## SOURCE DATA
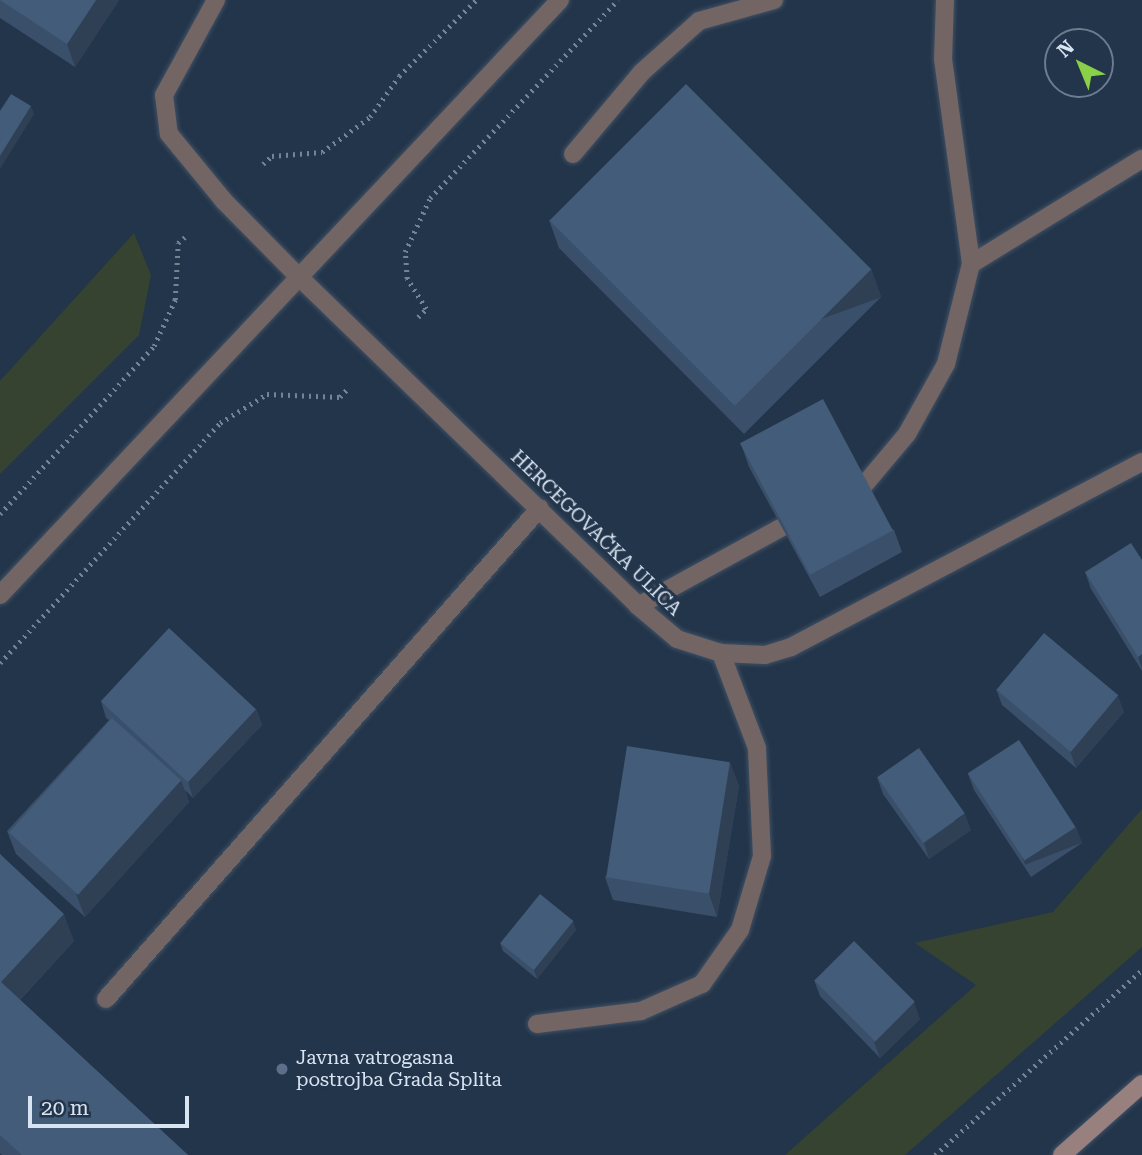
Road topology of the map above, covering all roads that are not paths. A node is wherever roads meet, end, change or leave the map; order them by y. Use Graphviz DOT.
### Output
graph roads {
  1 [pos="216,0"];
  2 [pos="560,0"];
  3 [pos="774,0"];
  4 [pos="945,0"];
  5 [pos="573,154"];
  6 [pos="1142,159"];
  7 [pos="971,264"];
  8 [pos="297,275"];
  9 [pos="1142,462"];
  10 [pos="865,484"];
  11 [pos="540,508"];
  12 [pos="782,527"];
  13 [pos="0,595"];
  14 [pos="638,606"];
  15 [pos="721,653"];
  16 [pos="106,999"];
  17 [pos="537,1024"];
  18 [pos="1142,1084"];
  19 [pos="1062,1155"];
  1 -- 8 [label="street, HERCEGOVAČKA ULICA"];
  2 -- 8 [label="street"];
  3 -- 5 [label="street"];
  4 -- 7 [label="street"];
  6 -- 7 [label="street"];
  7 -- 10 [label="street"];
  8 -- 11 [label="street, HERCEGOVAČKA ULICA"];
  8 -- 13 [label="street"];
  9 -- 15 [label="street, HERCEGOVAČKA ULICA"];
  11 -- 14 [label="street, HERCEGOVAČKA ULICA"];
  11 -- 16 [label="street"];
  12 -- 14 [label="street"];
  14 -- 15 [label="street, HERCEGOVAČKA ULICA"];
  15 -- 17 [label="street"];
  18 -- 19 [label="main road"];
}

## WHAT IS NEEDED
The answer must consist of every line above that holds the string "roads", copied exactly.

## WORKED SOLUTION
Road topology of the map above, covering all roads that are not paths. A node is wherever roads meet, end, change or leave the map; order them by y. Use Graphviz DOT.
graph roads {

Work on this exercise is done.